_Exercise directions_
Find the string "graph" in the records and copy each line where it occurs.

##### Exercise inputs

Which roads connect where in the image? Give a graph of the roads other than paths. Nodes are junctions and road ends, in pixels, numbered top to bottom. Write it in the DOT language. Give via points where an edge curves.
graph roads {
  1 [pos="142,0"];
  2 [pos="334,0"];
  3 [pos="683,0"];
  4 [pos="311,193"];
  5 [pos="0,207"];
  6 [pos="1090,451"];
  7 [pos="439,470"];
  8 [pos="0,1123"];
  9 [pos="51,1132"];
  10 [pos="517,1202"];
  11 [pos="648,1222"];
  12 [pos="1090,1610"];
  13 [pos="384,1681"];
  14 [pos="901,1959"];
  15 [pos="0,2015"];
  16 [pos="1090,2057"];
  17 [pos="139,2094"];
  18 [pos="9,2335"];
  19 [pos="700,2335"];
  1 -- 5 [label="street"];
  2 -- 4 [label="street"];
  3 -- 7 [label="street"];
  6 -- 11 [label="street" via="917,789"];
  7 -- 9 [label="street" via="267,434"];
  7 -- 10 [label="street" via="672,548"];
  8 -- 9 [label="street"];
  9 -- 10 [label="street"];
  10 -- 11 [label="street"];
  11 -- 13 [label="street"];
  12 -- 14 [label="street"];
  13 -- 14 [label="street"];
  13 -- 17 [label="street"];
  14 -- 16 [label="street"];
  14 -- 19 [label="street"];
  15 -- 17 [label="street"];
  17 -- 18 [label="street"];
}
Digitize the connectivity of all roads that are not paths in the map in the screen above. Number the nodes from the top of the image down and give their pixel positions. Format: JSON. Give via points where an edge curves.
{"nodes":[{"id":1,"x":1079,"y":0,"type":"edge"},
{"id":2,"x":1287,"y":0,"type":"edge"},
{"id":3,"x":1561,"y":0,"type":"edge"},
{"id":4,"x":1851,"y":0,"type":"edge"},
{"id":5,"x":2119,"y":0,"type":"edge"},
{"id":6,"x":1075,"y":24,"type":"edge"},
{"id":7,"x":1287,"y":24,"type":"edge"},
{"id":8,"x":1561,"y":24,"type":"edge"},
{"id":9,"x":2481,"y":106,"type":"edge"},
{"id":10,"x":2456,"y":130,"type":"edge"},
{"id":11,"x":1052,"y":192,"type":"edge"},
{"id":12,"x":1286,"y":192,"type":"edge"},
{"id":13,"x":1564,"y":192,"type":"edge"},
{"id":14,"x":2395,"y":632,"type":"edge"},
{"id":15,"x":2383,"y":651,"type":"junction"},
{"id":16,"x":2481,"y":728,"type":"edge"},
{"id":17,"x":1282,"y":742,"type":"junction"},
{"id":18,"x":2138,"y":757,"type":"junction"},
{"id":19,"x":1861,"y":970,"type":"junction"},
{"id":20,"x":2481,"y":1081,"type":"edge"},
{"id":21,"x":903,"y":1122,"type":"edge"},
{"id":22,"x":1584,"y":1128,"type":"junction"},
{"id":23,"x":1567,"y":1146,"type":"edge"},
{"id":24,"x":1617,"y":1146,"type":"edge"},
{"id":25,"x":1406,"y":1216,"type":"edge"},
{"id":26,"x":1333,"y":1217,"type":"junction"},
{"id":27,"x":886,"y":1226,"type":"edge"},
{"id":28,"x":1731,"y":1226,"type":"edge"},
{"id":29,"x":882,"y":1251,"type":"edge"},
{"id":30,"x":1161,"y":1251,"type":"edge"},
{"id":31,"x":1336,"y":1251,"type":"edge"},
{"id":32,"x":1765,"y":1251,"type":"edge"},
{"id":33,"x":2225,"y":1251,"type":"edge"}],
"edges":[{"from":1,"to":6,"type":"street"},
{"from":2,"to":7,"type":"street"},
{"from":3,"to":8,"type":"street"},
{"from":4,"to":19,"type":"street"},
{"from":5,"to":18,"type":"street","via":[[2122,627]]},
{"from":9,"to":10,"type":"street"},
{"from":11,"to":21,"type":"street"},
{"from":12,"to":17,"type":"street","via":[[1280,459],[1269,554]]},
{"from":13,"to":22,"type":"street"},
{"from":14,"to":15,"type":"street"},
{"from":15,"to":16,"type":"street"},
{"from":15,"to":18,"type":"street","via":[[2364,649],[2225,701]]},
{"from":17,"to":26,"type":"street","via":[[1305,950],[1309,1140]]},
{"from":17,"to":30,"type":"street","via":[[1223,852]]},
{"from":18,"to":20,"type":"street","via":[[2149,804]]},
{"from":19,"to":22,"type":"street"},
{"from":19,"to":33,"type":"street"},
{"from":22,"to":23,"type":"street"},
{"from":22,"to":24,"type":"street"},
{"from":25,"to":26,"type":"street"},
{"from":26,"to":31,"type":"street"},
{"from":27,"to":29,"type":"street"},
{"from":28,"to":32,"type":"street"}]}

##########

_Response for this exercise_
Which roads connect where in the image? Give a graph of the roads other than paths. Nodes are junctions and road ends, in pixels, numbered top to bottom. Write it in the DOT language. Give via points where an edge curves.
graph roads {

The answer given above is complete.